The Cardinals were impressed enough to buy Salas' contract from Saltillo in February 2007. He reported for spring training in Jupiter, Florida, remaining there for the entire season with the Cardinals High-A ball affiliate Palm Beach Cardinals. He advanced through the minor league system, playing for the Double-A Springfield Cardinals in 2008 and Triple-A Memphis Redbirds for the 2009 season. Salas began 2010 in Memphis but was called up to the majors for the first time on May 27, 2010. He made his major league debut the next day, pitching one scoreless inning.

In 2011, he replaced Ryan Franklin as the Cardinals' closer, earning 24 saves in 68 appearances with a 2.28 ERA. Salas began the 2012 season with St. Louis, but after going 0–3 with a 6.32 ERA in 18 games, he was optioned to Triple-A Memphis. It was later learned that Salas had been hampered by a kidney stone, and once that medical situation passed he returned to St. Louis later in the season. He finished the 2012 season with a record of 1–4, 60 strikeouts, and a 4.30 ERA.

Los Angeles Angels of Anaheim / Los Angeles Angels

On November 22, 2013, he was traded along with David Freese to the Los Angeles Angels of Anaheim for Peter Bourjos and Randal Grichuk.

New York Mets

On August 31, the Angels traded Salas to the New York Mets for minor league pitcher Erik Manoah. He debuted for the club on September 1, pitching a scoreless inning against the Miami Marlins at Citi Field. On February 15, 2017, Salas signed a one-year contract with the Mets. On his thirty-second birthday, Salas recorded his first Major League hit off of Carlos Torres of the Milwaukee Brewers at Citi Field. He was designated for assignment on August 11, 2017. 
He was released by the Mets on August 16, 2017.

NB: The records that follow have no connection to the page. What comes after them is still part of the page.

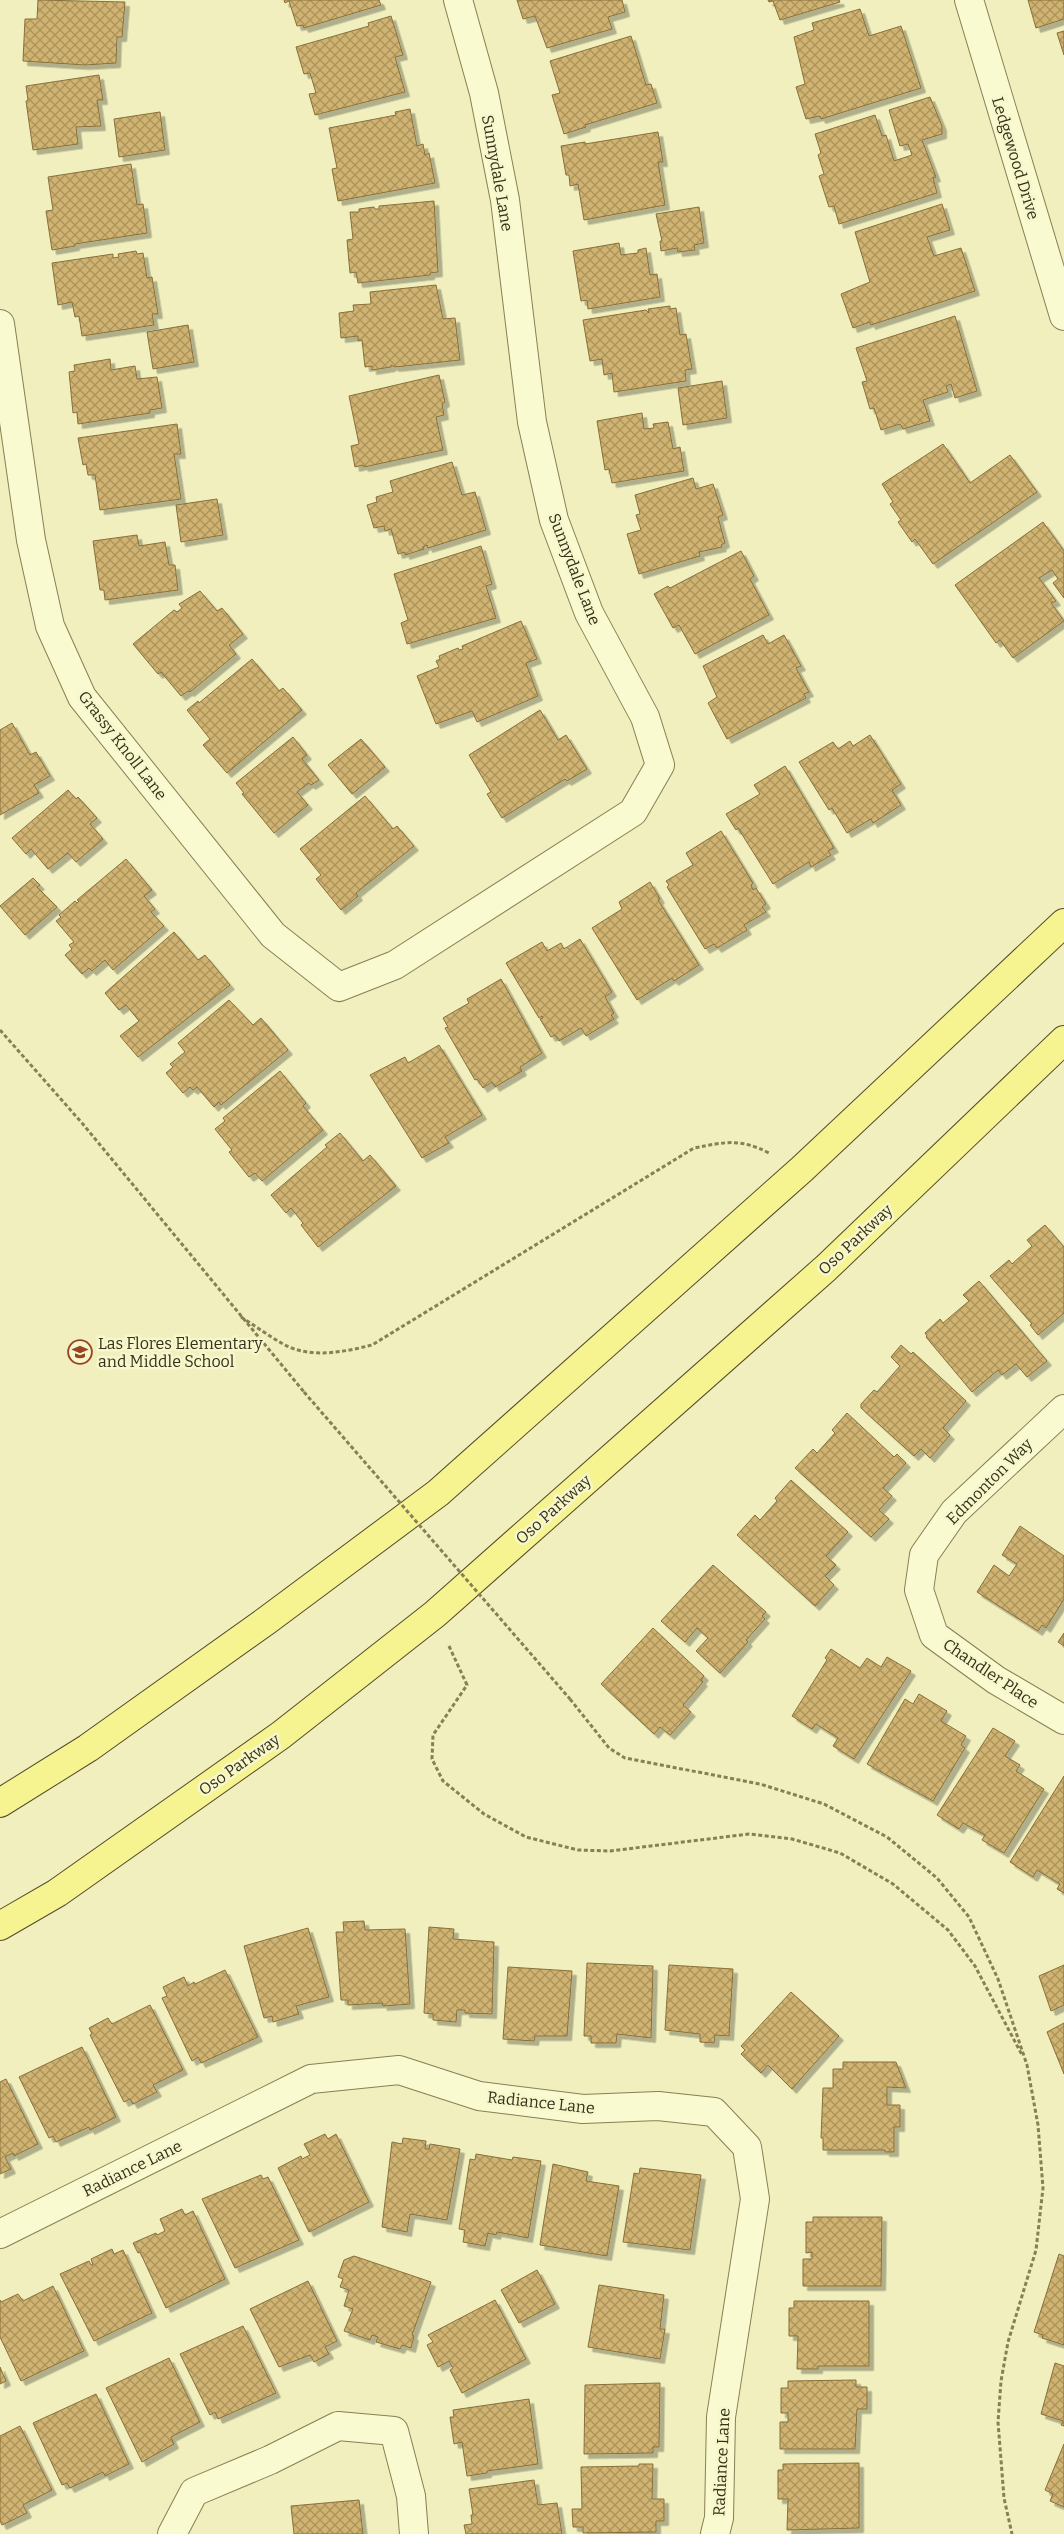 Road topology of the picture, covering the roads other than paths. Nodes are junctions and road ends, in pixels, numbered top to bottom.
1 (458, 0) edge
2 (968, 0) edge
3 (1064, 316) edge
4 (0, 324) edge
5 (1064, 923) edge
6 (339, 987) joint
7 (1064, 1040) edge
8 (1064, 1409) edge
9 (919, 1590) joint
10 (1064, 1720) edge
11 (0, 1803) edge
12 (0, 1926) edge
13 (0, 2234) edge
14 (172, 2534) edge
15 (414, 2534) edge
16 (715, 2534) edge

1 - 6 street, Sunnydale Lane
2 - 3 street, Ledgewood Drive
4 - 6 street, Grassy Knoll Lane
5 - 11 main road
7 - 12 main road, Oso Parkway
8 - 9 street, Edmonton Way
9 - 10 street, Chandler Place
13 - 16 street, Radiance Lane
14 - 15 street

Second stint with the Los Angeles Angels
On August 19, 2017, Salas signed a minor league contract with the Los Angeles Angels.

Arizona Diamondbacks
On January 22, 2018, Salas signed a minor league deal with the Arizona Diamondbacks. In 44 games for Arizona, he was 4–4 with a 4.50 ERA in 40 innings. On July 6, 2018, Salas was designated for assignment. He was released on July 9, 2018.

Atlanta Braves
On July 16, 2018, Salas signed a minor league deal with the Atlanta Braves. He was released on August 11, 2018.

Acereros de Monclova
On March 6, 2019, Salas signed with the Acereros de Monclova of the Mexican League.

Philadelphia Phillies
On June 7, 2019, Salas signed a minor league deal with the Philadelphia Phillies and was assigned to the Lehigh Valley IronPigs. On June 24, his contract was selected by the Phillies. He was designated for assignment on June 28 after appearing in just one game. Salas has his contract selected by the Phillies on July 18, 2019. He was once again designated for assignment on July 21, after the signing of Drew Smyly, and outrighted on July 23. In 2019 with the Class AAA Lehigh Valley IronPigs he was 1–1 with a 4.63 ERA in 18 relief appearances (23.1 innings), and with the Phillies he pitched 2.2 innings in which he gave up two runs. He elected free agency on October 1. After the 2019 season, he played for Naranjeros de Hermosillo of the Mexican Pacific League(LVMP).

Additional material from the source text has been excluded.